Collected data
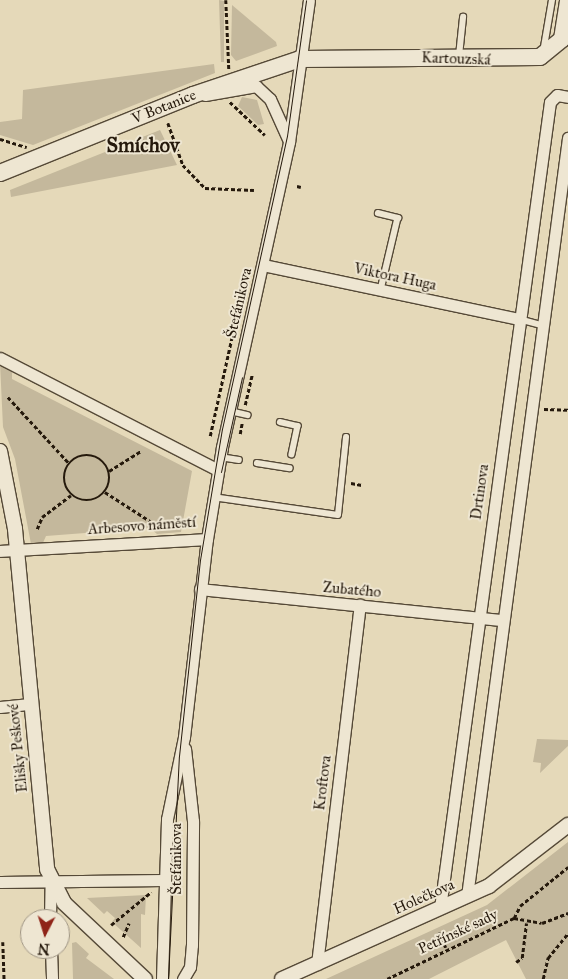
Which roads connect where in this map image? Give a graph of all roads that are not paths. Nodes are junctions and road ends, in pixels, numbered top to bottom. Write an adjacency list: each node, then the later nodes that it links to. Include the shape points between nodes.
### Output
1 (309, 0): 7 (street, Štefánikova)
2 (552, 0): 6 (lane, via 548,36)
3 (568, 0): 6 (main road, via 562,39)
4 (462, 16): 5 (lane)
5 (459, 58): 6 (main road, Kartouzská); 7 (main road, Kartouzská)
6 (538, 58)
7 (303, 59): 8 (main road, V Botanice); 11 (street, Štefánikova)
8 (193, 95): 11 (street, via 221,95 256,86 270,99); 12 (main road, V Botanice)
9 (568, 97): 16 (street, Drtinova, via 557,95 550,102)
10 (568, 138): 17 (street)
11 (289, 142): 14 (street, Štefánikova)
12 (0, 173)
13 (378, 213): 15 (lane, via 398,218)
14 (263, 265): 15 (street, Viktora Huga); 19 (street, Štefánikova)
15 (381, 290): 16 (street, Viktora Huga)
16 (519, 319): 17 (lane); 36 (street, Drtinova)
17 (541, 325): 37 (street)
18 (0, 358): 29 (street)
19 (230, 411): 20 (lane); 25 (street, Štefánikova)
20 (246, 415)
21 (280, 422): 24 (lane, via 298,426)
22 (346, 437): 30 (lane, via 338,515)
23 (0, 451): 33 (street)
24 (292, 454)
25 (220, 457): 26 (lane); 29 (street, Štefánikova)
26 (239, 460)
27 (257, 463): 28 (lane)
28 (290, 468)
29 (218, 470): 30 (street, Arbesovo náměstí)
30 (214, 497): 31 (street, Arbesovo náměstí)
31 (207, 539): 33 (street, Arbesovo náměstí); 34 (street, Štefánikova)
32 (0, 551): 33 (street, Arbesovo náměstí)
33 (17, 551): 38 (street, Elišky Peškové)
34 (200, 589): 35 (street, Zubatého); 40 (street, Štefánikova)
35 (360, 605): 36 (street, Zubatého); 49 (street, Kroftova)
36 (478, 617): 37 (street, Zubatého); 46 (street, Drtinova)
37 (502, 620): 45 (street)
38 (30, 704): 39 (street); 42 (street, Elišky Peškové)
39 (0, 708)
40 (184, 737): 43 (street, Štefánikova, via 167,819); 53 (street, Štefánikova, via 193,821 192,956)
41 (568, 825): 45 (street, Holečkova, via 528,858)
42 (51, 880): 43 (street); 44 (street); 47 (street); 51 (street, via 64,903)
43 (163, 880): 52 (street, Štefánikova)
44 (0, 882)
45 (467, 896): 46 (street, Holečkova)
46 (440, 908): 49 (street, Holečkova)
47 (50, 909)
48 (51, 959): 50 (street)
49 (318, 964): 54 (street, Holečkova)
50 (52, 979)
51 (145, 979)
52 (162, 979)
53 (183, 979)
54 (282, 979)

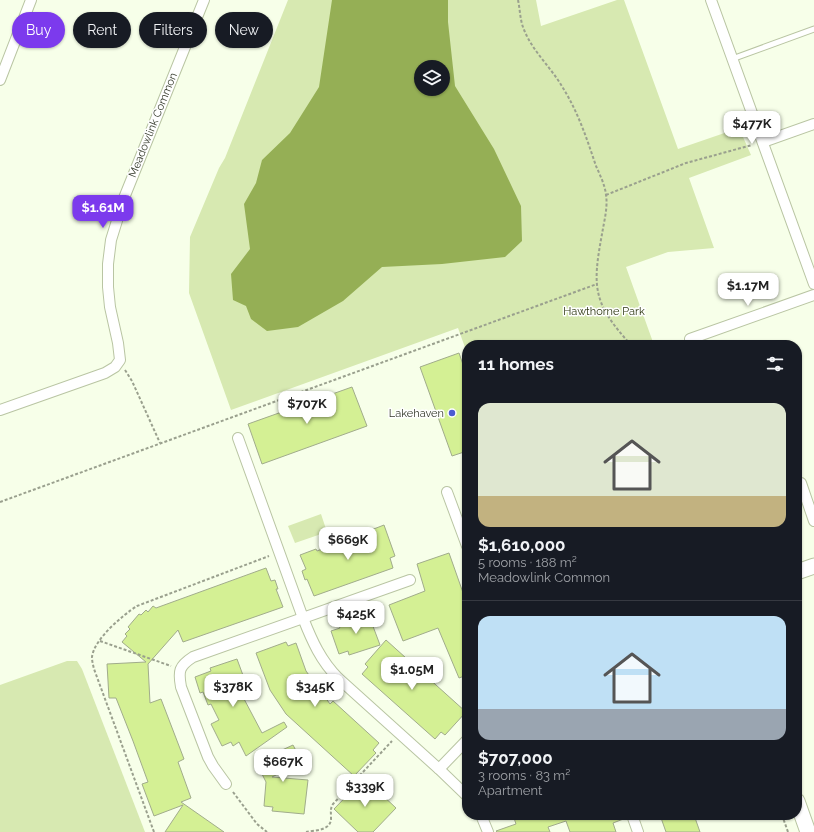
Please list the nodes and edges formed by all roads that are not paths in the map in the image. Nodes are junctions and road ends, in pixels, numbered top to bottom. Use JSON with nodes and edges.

■ Task item ■
What lines in the data above carry "that"? Return them all.

■ Answer area ■
Which roads connect where in this map image? Give a graph of all roads that are not paths. Nodes are junctions and road ends, in pixels, numbered top to bottom. Write an adjacency list: each node, then the later nodes that it links to. Include the shape points between nodes.
Please list the nodes and edges formed by all roads that are not paths in the map in the image. Nodes are junctions and road ends, in pixels, numbered top to bottom. Use JSON with nodes and edges.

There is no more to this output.